Hacker News new | ask | show | jobs
by onion2k 3168 days ago
That's really interesting. So the point is that they're effectively the same in the sense of the amount of work necessary to write the code, and putting in the effort to code the first one might be premature optimisation if running f1() thousands of times isn't actually an issue, or that you might need to debounce f1(), or guard against side effects, which is 'harder'.

I think I'd find it really hard to let go of the idea that my code might be doing something wasteful like calling a function it doesn't really need to call. Maybe it's because I've been coding since the early 90s when clock cycles and memory actually mattered a bit more. It's certainly given me something to think about. Thanks.

1 comments

What I've seen isn't even a matter of worrying about being wasteful with CPU cycles, it's a gut reaction against it because it feels like more work.
Well, it's a good gut reaction to have. As you wrote yourself "In reality, both are equally easy to write" - therefore the first one is a good default to assume, because in some cases it may actually matter.

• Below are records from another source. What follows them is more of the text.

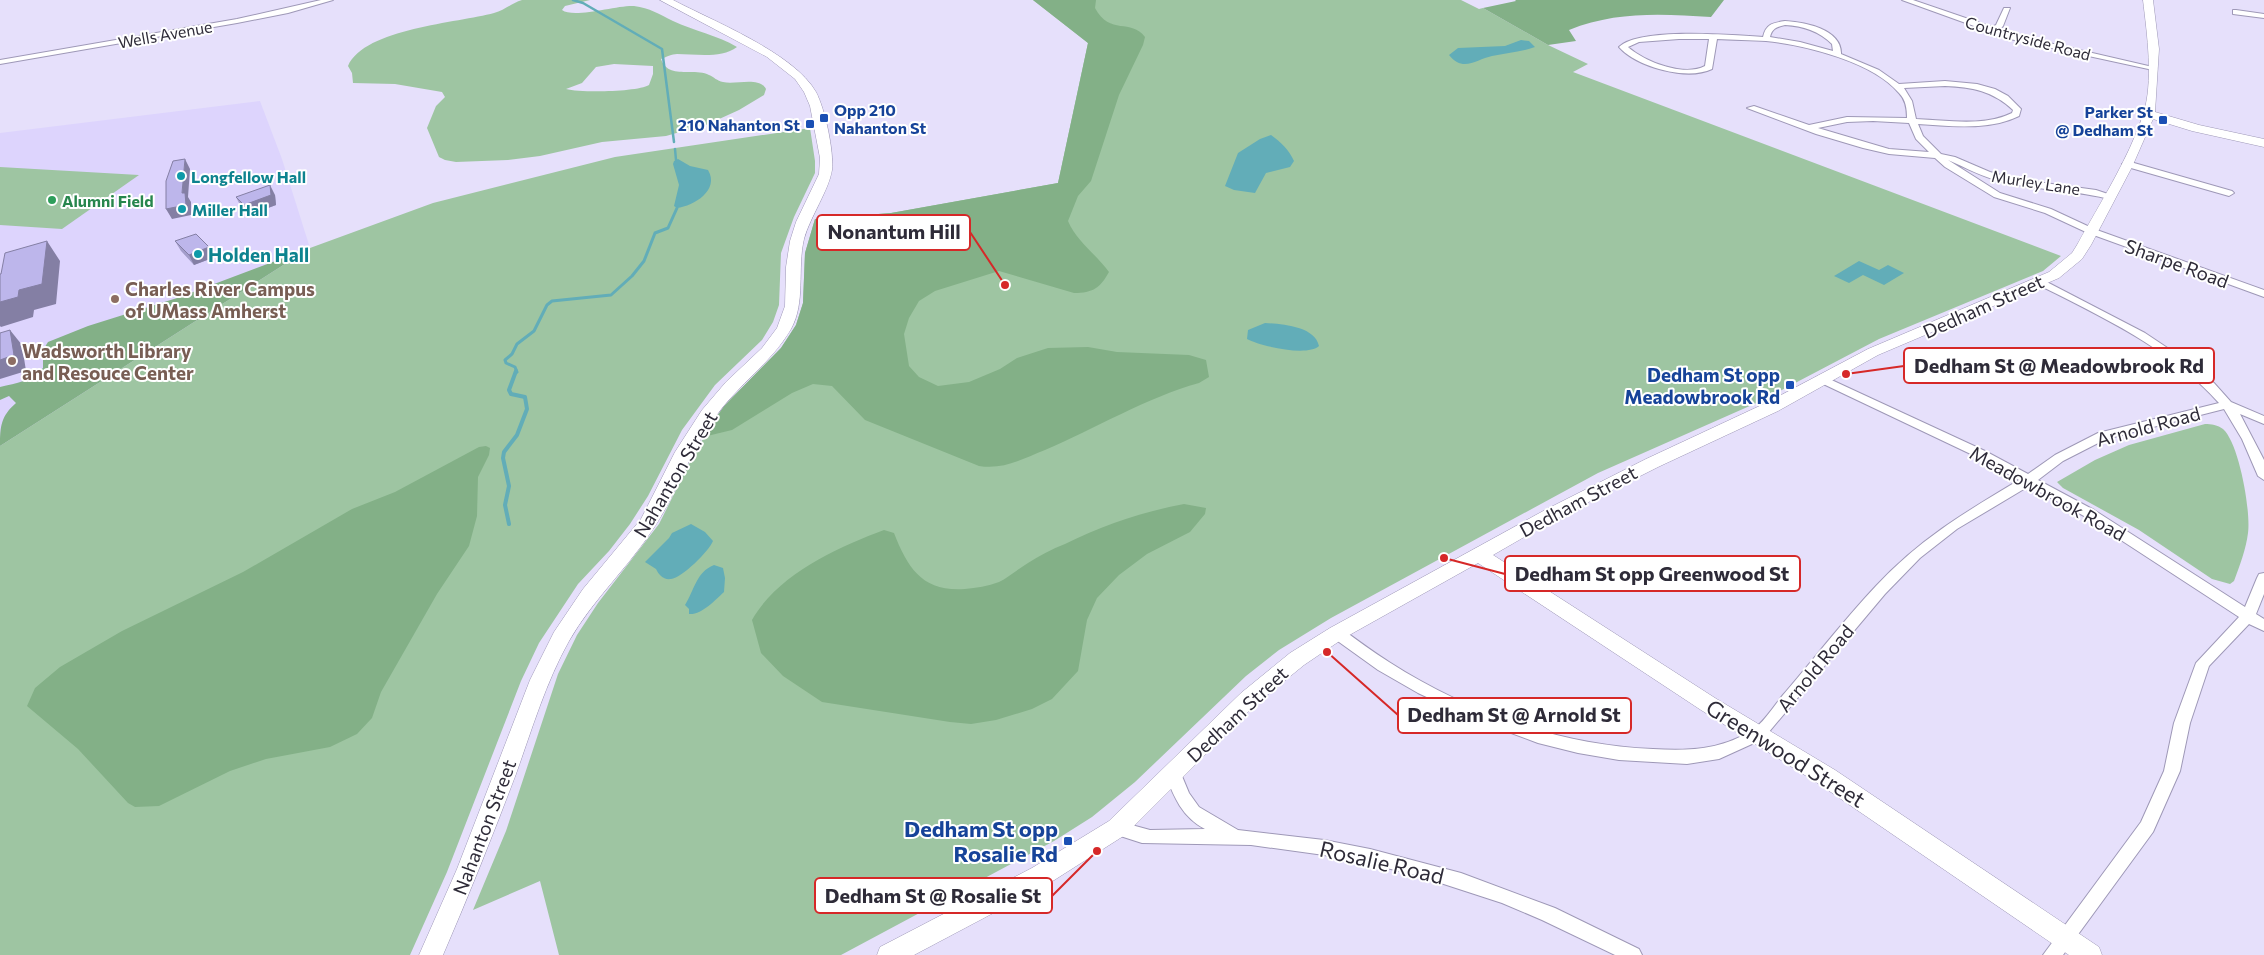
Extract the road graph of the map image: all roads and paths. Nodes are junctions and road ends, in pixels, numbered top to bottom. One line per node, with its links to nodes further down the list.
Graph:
1 (329, 0): 12 (street, Wells Avenue)
2 (665, 0): 42 (main road, Nahanton Street)
3 (1906, 0): 8 (street, Countryside Road)
4 (2148, 0): 13 (main road, Dedham Street)
5 (2007, 10): 8 (street)
6 (2236, 12): 7 (street)
7 (2264, 16)
8 (1992, 31): 13 (street, Countryside Road)
9 (1712, 37): 9 (street); 10 (street)
10 (1766, 39): 11 (street); 11 (street)
11 (1837, 54): 14 (street)
12 (0, 62)
13 (2153, 68): 16 (main road, Dedham Street)
14 (1898, 86): 17 (street, Murley Lane); 17 (street)
15 (1751, 108): 18 (street, Murley Lane)
16 (2148, 118): 19 (main road); 21 (main road, Dedham Street)
17 (1912, 121): 18 (street); 20 (street, Murley Lane)
18 (1810, 128): 20 (street, Murley Lane)
19 (2264, 143)
20 (1937, 155): 23 (street, Murley Lane); 24 (street, Murley Lane)
21 (2127, 164): 22 (street); 23 (main road, Dedham Street)
22 (2229, 193)
23 (2110, 196): 24 (main road, Dedham Street)
24 (2091, 231): 25 (main road, Dedham Street); 26 (street, Sharpe Road)
25 (2041, 282): 27 (main road, Dedham Street); 28 (street)
26 (2264, 294)
27 (1822, 379): 31 (street, Meadowbrook Road); 32 (main road, Dedham Street)
28 (2227, 405): 29 (street); 30 (street); 31 (street, Arnold Road)
29 (2264, 420)
30 (2264, 476)
31 (2029, 480): 34 (street, Meadowbrook Road); 37 (street, Arnold Road)
32 (1480, 555): 36 (main road, Dedham Street); 37 (main road, Greenwood Street)
33 (2264, 578): 34 (street)
34 (2248, 616): 35 (street, Meadowbrook Road); 41 (street)
35 (2264, 626)
36 (1337, 633): 37 (street, Arnold Road); 38 (main road, Dedham Street)
37 (1758, 735): 41 (main road, Greenwood Street)
38 (1173, 774): 39 (main road, Dedham Street); 40 (street)
39 (1117, 828): 40 (street, Rosalie Road); 43 (main road, Dedham Street)
40 (1238, 836): 44 (street, Rosalie Road)
41 (2059, 947): 45 (main road, Greenwood Street)
42 (431, 955)
43 (889, 955)
44 (1633, 955)
45 (2090, 955)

If you choose good default, then you won't spend any more time thinking about it; if you have bad defaults, then you will have to figure out where the slowdown comes from and eliminate it.

It's a bad gut reaction to have for a newer programmer who is struggling to find any solution to the problem at hand.
So, if I understand your point correctly, you mean that newer programmers, who are struggling to find any solution at all, would go for the (subjectively) easier one, i.e. the one with f1() outside of the loop?

I agree they would go for the easier one, but I don't understand why they would perceive the first version to be easier. And even if they would, why is it bad?